YOUR ASSIGNMENT: Without including any pictures, copy every line below exactly.

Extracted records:

<<<<

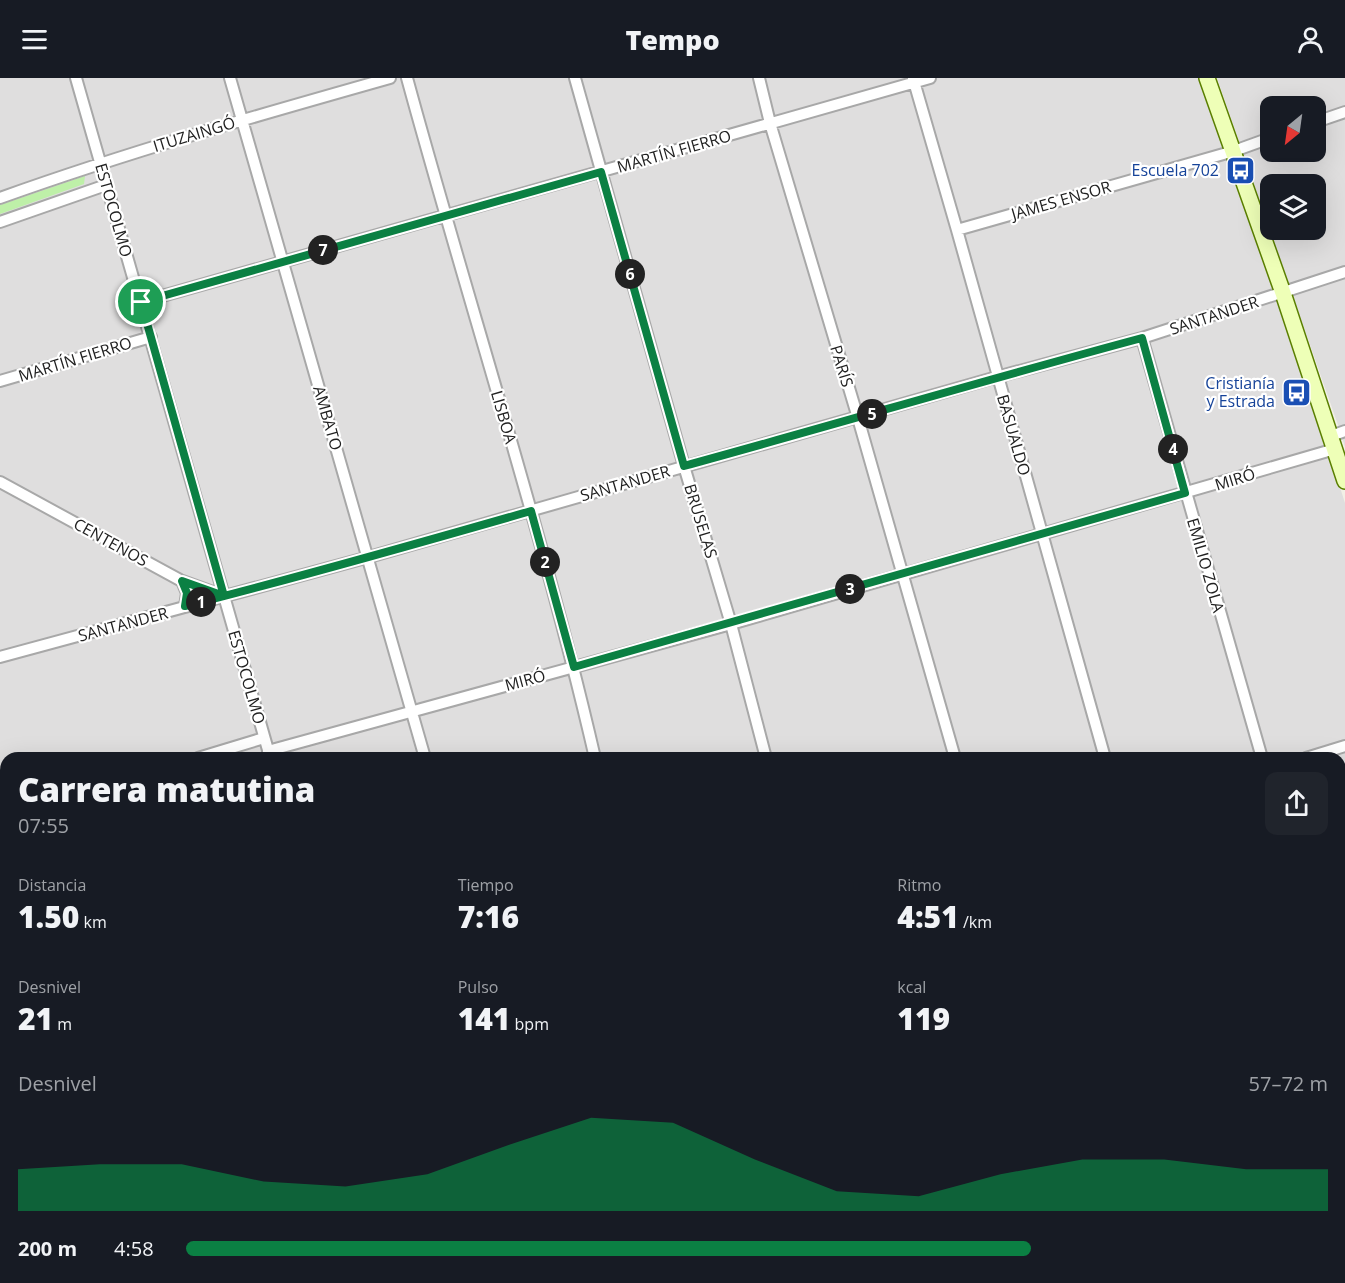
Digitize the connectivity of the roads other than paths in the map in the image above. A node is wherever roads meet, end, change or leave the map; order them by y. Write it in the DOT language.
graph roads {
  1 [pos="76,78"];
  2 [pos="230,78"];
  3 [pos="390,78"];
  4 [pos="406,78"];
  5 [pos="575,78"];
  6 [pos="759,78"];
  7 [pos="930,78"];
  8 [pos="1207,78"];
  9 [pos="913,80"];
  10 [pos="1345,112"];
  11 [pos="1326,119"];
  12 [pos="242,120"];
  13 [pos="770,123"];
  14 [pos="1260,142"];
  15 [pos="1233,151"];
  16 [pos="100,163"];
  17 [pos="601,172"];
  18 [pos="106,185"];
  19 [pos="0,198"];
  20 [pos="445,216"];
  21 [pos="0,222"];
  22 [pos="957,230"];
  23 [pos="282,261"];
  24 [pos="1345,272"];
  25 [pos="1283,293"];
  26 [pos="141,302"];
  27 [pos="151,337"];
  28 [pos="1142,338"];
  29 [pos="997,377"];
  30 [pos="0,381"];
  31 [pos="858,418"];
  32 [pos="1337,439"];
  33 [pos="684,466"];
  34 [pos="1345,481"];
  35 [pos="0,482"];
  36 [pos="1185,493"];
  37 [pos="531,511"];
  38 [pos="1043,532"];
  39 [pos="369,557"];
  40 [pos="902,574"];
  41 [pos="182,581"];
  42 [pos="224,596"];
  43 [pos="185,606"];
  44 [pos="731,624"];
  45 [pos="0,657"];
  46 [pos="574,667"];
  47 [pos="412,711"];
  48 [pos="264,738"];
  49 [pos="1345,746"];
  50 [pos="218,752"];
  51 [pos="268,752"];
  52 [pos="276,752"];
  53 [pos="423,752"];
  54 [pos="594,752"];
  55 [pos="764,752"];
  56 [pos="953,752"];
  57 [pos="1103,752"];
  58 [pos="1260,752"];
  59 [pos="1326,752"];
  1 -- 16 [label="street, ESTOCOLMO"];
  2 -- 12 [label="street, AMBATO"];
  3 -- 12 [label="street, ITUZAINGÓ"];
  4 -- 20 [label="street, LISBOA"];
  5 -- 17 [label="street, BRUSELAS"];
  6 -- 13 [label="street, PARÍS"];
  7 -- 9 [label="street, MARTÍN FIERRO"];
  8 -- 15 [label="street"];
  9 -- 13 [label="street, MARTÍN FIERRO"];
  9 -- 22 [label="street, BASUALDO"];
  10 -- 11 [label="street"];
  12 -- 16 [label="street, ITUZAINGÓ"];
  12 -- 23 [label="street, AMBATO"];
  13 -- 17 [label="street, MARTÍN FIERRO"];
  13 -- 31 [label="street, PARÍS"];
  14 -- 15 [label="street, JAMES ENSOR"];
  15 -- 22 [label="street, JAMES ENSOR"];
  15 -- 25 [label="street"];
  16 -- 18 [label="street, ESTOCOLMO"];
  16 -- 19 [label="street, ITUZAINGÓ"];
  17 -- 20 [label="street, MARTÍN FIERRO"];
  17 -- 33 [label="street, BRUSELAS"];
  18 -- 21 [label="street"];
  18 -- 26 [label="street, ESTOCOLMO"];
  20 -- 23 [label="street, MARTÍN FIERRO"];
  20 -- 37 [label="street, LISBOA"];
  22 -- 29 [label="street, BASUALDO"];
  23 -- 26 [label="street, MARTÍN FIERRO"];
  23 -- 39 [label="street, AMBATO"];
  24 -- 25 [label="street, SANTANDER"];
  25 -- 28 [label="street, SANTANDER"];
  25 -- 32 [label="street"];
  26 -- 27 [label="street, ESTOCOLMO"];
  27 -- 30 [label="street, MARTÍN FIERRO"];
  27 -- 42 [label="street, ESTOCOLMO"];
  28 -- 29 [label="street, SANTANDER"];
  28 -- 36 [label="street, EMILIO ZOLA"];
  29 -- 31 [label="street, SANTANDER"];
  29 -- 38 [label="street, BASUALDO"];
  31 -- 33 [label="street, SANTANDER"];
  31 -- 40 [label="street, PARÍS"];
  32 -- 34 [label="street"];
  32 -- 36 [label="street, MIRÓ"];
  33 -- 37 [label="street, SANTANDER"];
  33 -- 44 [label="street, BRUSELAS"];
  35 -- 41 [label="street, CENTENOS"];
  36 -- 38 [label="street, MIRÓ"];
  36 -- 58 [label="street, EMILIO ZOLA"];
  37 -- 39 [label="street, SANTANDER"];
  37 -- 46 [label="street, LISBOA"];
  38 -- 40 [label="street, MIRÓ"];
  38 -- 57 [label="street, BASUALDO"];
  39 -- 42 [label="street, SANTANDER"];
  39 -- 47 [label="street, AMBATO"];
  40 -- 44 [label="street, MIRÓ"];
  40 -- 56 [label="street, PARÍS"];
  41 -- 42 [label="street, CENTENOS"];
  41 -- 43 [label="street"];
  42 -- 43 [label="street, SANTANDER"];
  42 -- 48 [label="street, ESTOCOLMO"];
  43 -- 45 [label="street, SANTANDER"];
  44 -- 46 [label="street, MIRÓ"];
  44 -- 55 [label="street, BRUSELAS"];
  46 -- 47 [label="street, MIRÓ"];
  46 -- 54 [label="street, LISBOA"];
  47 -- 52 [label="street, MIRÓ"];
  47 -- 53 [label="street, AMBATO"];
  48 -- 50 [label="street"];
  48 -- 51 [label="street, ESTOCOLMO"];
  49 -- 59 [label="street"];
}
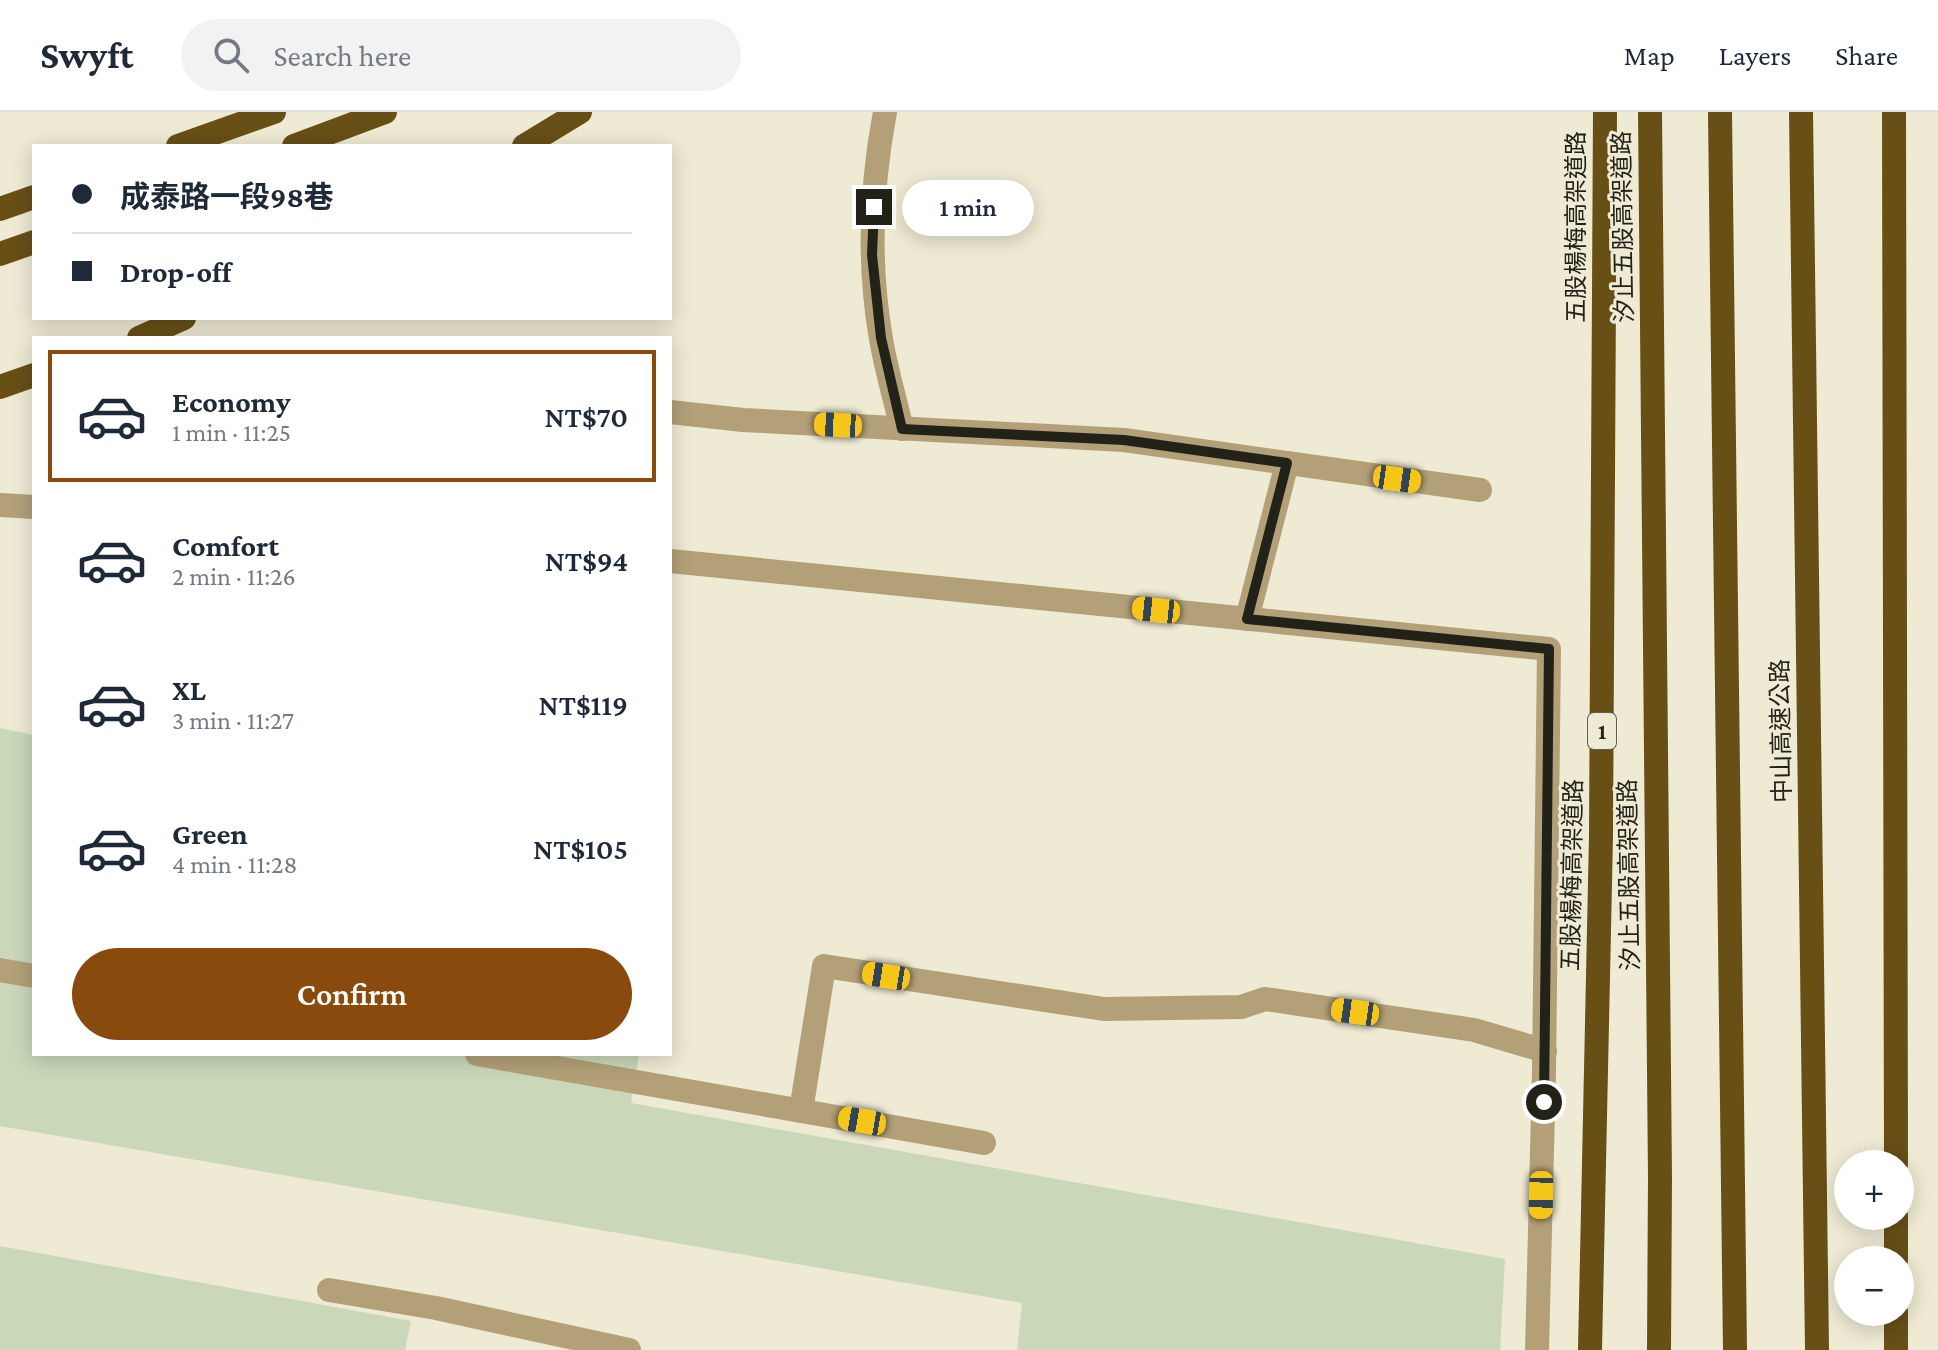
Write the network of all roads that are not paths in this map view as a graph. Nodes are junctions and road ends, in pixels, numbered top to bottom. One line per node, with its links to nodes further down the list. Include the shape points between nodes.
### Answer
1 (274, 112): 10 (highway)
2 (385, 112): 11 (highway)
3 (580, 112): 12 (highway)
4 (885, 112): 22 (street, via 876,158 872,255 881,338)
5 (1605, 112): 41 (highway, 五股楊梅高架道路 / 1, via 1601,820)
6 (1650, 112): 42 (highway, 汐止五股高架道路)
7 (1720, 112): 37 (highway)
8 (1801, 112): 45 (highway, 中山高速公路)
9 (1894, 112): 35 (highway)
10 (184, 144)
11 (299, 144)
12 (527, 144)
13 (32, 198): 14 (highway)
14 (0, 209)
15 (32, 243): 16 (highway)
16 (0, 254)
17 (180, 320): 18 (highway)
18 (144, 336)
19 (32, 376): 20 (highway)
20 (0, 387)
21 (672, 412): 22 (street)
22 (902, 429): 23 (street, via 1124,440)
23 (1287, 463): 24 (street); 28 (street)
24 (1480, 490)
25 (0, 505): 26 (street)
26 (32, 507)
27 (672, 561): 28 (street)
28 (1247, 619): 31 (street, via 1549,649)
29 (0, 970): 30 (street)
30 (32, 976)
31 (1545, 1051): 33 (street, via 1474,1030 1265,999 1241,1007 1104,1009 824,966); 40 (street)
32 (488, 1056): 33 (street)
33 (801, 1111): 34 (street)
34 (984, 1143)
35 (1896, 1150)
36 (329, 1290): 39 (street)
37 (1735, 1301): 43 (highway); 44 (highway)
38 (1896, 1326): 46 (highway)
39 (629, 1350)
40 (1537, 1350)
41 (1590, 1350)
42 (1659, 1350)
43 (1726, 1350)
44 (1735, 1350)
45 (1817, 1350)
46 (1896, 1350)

>>>>

SOLUTION:
Digitize the connectivity of the roads other than paths in the map in the image above. A node is wherever roads meet, end, change or leave the map; order them by y. Write it in the DOT language.
graph roads {
  1 [pos="76,78"];
  2 [pos="230,78"];
  3 [pos="390,78"];
  4 [pos="406,78"];
  5 [pos="575,78"];
  6 [pos="759,78"];
  7 [pos="930,78"];
  8 [pos="1207,78"];
  9 [pos="913,80"];
  10 [pos="1345,112"];
  11 [pos="1326,119"];
  12 [pos="242,120"];
  13 [pos="770,123"];
  14 [pos="1260,142"];
  15 [pos="1233,151"];
  16 [pos="100,163"];
  17 [pos="601,172"];
  18 [pos="106,185"];
  19 [pos="0,198"];
  20 [pos="445,216"];
  21 [pos="0,222"];
  22 [pos="957,230"];
  23 [pos="282,261"];
  24 [pos="1345,272"];
  25 [pos="1283,293"];
  26 [pos="141,302"];
  27 [pos="151,337"];
  28 [pos="1142,338"];
  29 [pos="997,377"];
  30 [pos="0,381"];
  31 [pos="858,418"];
  32 [pos="1337,439"];
  33 [pos="684,466"];
  34 [pos="1345,481"];
  35 [pos="0,482"];
  36 [pos="1185,493"];
  37 [pos="531,511"];
  38 [pos="1043,532"];
  39 [pos="369,557"];
  40 [pos="902,574"];
  41 [pos="182,581"];
  42 [pos="224,596"];
  43 [pos="185,606"];
  44 [pos="731,624"];
  45 [pos="0,657"];
  46 [pos="574,667"];
  47 [pos="412,711"];
  48 [pos="264,738"];
  49 [pos="1345,746"];
  50 [pos="218,752"];
  51 [pos="268,752"];
  52 [pos="276,752"];
  53 [pos="423,752"];
  54 [pos="594,752"];
  55 [pos="764,752"];
  56 [pos="953,752"];
  57 [pos="1103,752"];
  58 [pos="1260,752"];
  59 [pos="1326,752"];
  1 -- 16 [label="street, ESTOCOLMO"];
  2 -- 12 [label="street, AMBATO"];
  3 -- 12 [label="street, ITUZAINGÓ"];
  4 -- 20 [label="street, LISBOA"];
  5 -- 17 [label="street, BRUSELAS"];
  6 -- 13 [label="street, PARÍS"];
  7 -- 9 [label="street, MARTÍN FIERRO"];
  8 -- 15 [label="street"];
  9 -- 13 [label="street, MARTÍN FIERRO"];
  9 -- 22 [label="street, BASUALDO"];
  10 -- 11 [label="street"];
  12 -- 16 [label="street, ITUZAINGÓ"];
  12 -- 23 [label="street, AMBATO"];
  13 -- 17 [label="street, MARTÍN FIERRO"];
  13 -- 31 [label="street, PARÍS"];
  14 -- 15 [label="street, JAMES ENSOR"];
  15 -- 22 [label="street, JAMES ENSOR"];
  15 -- 25 [label="street"];
  16 -- 18 [label="street, ESTOCOLMO"];
  16 -- 19 [label="street, ITUZAINGÓ"];
  17 -- 20 [label="street, MARTÍN FIERRO"];
  17 -- 33 [label="street, BRUSELAS"];
  18 -- 21 [label="street"];
  18 -- 26 [label="street, ESTOCOLMO"];
  20 -- 23 [label="street, MARTÍN FIERRO"];
  20 -- 37 [label="street, LISBOA"];
  22 -- 29 [label="street, BASUALDO"];
  23 -- 26 [label="street, MARTÍN FIERRO"];
  23 -- 39 [label="street, AMBATO"];
  24 -- 25 [label="street, SANTANDER"];
  25 -- 28 [label="street, SANTANDER"];
  25 -- 32 [label="street"];
  26 -- 27 [label="street, ESTOCOLMO"];
  27 -- 30 [label="street, MARTÍN FIERRO"];
  27 -- 42 [label="street, ESTOCOLMO"];
  28 -- 29 [label="street, SANTANDER"];
  28 -- 36 [label="street, EMILIO ZOLA"];
  29 -- 31 [label="street, SANTANDER"];
  29 -- 38 [label="street, BASUALDO"];
  31 -- 33 [label="street, SANTANDER"];
  31 -- 40 [label="street, PARÍS"];
  32 -- 34 [label="street"];
  32 -- 36 [label="street, MIRÓ"];
  33 -- 37 [label="street, SANTANDER"];
  33 -- 44 [label="street, BRUSELAS"];
  35 -- 41 [label="street, CENTENOS"];
  36 -- 38 [label="street, MIRÓ"];
  36 -- 58 [label="street, EMILIO ZOLA"];
  37 -- 39 [label="street, SANTANDER"];
  37 -- 46 [label="street, LISBOA"];
  38 -- 40 [label="street, MIRÓ"];
  38 -- 57 [label="street, BASUALDO"];
  39 -- 42 [label="street, SANTANDER"];
  39 -- 47 [label="street, AMBATO"];
  40 -- 44 [label="street, MIRÓ"];
  40 -- 56 [label="street, PARÍS"];
  41 -- 42 [label="street, CENTENOS"];
  41 -- 43 [label="street"];
  42 -- 43 [label="street, SANTANDER"];
  42 -- 48 [label="street, ESTOCOLMO"];
  43 -- 45 [label="street, SANTANDER"];
  44 -- 46 [label="street, MIRÓ"];
  44 -- 55 [label="street, BRUSELAS"];
  46 -- 47 [label="street, MIRÓ"];
  46 -- 54 [label="street, LISBOA"];
  47 -- 52 [label="street, MIRÓ"];
  47 -- 53 [label="street, AMBATO"];
  48 -- 50 [label="street"];
  48 -- 51 [label="street, ESTOCOLMO"];
  49 -- 59 [label="street"];
}
Write the network of all roads that are not paths in this map view as a graph. Nodes are junctions and road ends, in pixels, numbered top to bottom. One line per node, with its links to nodes further down the list. Include the shape points between nodes.
### Answer
1 (274, 112): 10 (highway)
2 (385, 112): 11 (highway)
3 (580, 112): 12 (highway)
4 (885, 112): 22 (street, via 876,158 872,255 881,338)
5 (1605, 112): 41 (highway, 五股楊梅高架道路 / 1, via 1601,820)
6 (1650, 112): 42 (highway, 汐止五股高架道路)
7 (1720, 112): 37 (highway)
8 (1801, 112): 45 (highway, 中山高速公路)
9 (1894, 112): 35 (highway)
10 (184, 144)
11 (299, 144)
12 (527, 144)
13 (32, 198): 14 (highway)
14 (0, 209)
15 (32, 243): 16 (highway)
16 (0, 254)
17 (180, 320): 18 (highway)
18 (144, 336)
19 (32, 376): 20 (highway)
20 (0, 387)
21 (672, 412): 22 (street)
22 (902, 429): 23 (street, via 1124,440)
23 (1287, 463): 24 (street); 28 (street)
24 (1480, 490)
25 (0, 505): 26 (street)
26 (32, 507)
27 (672, 561): 28 (street)
28 (1247, 619): 31 (street, via 1549,649)
29 (0, 970): 30 (street)
30 (32, 976)
31 (1545, 1051): 33 (street, via 1474,1030 1265,999 1241,1007 1104,1009 824,966); 40 (street)
32 (488, 1056): 33 (street)
33 (801, 1111): 34 (street)
34 (984, 1143)
35 (1896, 1150)
36 (329, 1290): 39 (street)
37 (1735, 1301): 43 (highway); 44 (highway)
38 (1896, 1326): 46 (highway)
39 (629, 1350)
40 (1537, 1350)
41 (1590, 1350)
42 (1659, 1350)
43 (1726, 1350)
44 (1735, 1350)
45 (1817, 1350)
46 (1896, 1350)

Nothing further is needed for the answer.